Information below:
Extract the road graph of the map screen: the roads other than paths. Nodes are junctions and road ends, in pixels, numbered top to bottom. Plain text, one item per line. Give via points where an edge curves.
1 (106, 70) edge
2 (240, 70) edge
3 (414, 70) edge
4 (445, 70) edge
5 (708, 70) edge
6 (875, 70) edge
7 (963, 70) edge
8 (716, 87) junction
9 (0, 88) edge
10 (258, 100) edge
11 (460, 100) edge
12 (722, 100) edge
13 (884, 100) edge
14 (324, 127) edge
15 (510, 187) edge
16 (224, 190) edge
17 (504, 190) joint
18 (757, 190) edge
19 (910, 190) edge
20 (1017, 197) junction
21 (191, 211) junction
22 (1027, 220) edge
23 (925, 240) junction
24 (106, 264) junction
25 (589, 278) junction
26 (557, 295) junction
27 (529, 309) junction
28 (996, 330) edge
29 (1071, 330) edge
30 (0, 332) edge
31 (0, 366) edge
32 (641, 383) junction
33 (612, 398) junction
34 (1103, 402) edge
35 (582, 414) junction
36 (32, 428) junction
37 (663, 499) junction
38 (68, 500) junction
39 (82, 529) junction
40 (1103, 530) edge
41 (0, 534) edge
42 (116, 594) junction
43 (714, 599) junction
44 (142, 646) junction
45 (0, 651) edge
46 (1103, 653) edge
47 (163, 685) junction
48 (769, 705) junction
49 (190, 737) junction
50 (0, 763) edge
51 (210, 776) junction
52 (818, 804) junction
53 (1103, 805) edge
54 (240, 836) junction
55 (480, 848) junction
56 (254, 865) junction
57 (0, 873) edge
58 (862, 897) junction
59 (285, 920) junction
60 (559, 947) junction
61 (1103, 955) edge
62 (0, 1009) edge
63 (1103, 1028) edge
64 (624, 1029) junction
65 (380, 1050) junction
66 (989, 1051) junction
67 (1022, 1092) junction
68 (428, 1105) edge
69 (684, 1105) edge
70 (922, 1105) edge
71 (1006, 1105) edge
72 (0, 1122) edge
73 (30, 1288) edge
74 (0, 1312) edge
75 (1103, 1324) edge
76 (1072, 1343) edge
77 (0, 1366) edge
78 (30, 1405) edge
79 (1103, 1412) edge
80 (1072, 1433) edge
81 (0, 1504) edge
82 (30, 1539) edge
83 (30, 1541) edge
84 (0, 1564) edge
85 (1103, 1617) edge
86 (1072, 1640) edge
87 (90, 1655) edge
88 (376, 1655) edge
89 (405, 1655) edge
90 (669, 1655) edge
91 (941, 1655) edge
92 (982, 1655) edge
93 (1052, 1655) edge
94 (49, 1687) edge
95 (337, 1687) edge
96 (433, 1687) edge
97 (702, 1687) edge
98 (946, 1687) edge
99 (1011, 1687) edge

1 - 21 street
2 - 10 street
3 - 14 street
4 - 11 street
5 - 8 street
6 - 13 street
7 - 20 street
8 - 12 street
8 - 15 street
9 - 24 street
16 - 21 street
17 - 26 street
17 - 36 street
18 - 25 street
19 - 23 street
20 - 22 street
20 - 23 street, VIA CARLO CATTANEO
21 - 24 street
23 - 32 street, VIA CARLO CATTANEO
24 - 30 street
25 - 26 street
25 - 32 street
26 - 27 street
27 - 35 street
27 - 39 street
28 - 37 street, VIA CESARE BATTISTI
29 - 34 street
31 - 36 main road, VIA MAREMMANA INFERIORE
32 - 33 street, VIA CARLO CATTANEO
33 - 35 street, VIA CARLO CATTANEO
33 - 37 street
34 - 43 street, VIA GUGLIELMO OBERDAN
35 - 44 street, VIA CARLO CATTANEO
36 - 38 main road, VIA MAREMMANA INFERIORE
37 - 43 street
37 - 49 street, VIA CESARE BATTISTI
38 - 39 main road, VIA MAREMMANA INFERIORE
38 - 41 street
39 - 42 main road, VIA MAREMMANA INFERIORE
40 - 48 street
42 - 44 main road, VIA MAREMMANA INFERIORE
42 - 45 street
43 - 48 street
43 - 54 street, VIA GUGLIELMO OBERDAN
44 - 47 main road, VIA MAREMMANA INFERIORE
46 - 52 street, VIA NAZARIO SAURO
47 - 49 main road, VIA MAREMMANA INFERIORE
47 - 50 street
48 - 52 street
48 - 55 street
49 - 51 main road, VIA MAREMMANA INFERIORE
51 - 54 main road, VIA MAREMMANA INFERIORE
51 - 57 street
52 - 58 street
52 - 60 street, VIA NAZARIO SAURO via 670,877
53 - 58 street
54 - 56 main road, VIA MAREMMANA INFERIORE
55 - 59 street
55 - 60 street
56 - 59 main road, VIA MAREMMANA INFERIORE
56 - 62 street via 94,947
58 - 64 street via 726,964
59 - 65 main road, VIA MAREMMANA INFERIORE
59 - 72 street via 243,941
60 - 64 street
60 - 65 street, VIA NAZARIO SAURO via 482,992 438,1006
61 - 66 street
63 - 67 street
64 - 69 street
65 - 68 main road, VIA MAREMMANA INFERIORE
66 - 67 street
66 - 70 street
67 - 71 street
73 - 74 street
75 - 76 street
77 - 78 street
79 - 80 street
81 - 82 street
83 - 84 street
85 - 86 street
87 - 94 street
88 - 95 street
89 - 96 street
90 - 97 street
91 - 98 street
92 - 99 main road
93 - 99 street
End of Information.
Information below:
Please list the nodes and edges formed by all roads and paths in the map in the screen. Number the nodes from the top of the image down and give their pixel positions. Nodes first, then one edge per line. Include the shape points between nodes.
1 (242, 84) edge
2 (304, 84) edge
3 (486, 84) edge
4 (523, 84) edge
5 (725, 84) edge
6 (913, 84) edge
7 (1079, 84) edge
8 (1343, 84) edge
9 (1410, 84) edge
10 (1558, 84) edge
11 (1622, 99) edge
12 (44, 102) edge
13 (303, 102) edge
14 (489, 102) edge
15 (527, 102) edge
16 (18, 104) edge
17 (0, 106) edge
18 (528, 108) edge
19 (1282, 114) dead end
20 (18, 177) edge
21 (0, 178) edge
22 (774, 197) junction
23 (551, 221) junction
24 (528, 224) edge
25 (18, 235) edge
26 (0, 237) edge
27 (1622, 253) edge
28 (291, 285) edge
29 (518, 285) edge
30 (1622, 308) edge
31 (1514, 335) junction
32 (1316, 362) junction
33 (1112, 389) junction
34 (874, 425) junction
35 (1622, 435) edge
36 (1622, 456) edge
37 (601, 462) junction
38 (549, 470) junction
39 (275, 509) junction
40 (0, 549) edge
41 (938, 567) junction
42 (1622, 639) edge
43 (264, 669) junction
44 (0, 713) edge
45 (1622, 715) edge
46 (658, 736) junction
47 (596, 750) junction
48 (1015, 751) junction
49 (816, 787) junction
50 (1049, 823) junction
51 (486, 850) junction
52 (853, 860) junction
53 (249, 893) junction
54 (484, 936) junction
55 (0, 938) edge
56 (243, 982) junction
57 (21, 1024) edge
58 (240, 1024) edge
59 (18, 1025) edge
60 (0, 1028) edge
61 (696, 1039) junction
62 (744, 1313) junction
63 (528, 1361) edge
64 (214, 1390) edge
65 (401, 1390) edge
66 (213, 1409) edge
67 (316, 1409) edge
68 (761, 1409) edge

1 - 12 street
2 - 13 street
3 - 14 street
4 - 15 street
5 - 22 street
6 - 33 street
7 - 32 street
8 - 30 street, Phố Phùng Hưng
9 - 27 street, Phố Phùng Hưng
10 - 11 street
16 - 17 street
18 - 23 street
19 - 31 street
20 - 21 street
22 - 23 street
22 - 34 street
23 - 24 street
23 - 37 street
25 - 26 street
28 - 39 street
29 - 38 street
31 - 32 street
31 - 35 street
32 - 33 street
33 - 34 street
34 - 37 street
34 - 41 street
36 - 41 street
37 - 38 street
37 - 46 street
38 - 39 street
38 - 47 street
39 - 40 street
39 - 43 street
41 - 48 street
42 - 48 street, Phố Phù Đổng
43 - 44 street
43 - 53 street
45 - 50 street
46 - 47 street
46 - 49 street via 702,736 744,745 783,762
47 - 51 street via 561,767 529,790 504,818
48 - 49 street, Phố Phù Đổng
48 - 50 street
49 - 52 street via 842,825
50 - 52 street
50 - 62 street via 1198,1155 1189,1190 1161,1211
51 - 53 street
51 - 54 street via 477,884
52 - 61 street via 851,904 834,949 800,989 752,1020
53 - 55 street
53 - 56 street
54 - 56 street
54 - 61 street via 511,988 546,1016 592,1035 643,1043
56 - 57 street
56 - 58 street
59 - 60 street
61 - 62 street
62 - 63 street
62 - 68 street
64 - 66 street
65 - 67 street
End of Information.
Task
Which lines of the listing contain the string "Đổng"? Copy every one of them.

Answer below
42 - 48 street, Phố Phù Đổng
48 - 49 street, Phố Phù Đổng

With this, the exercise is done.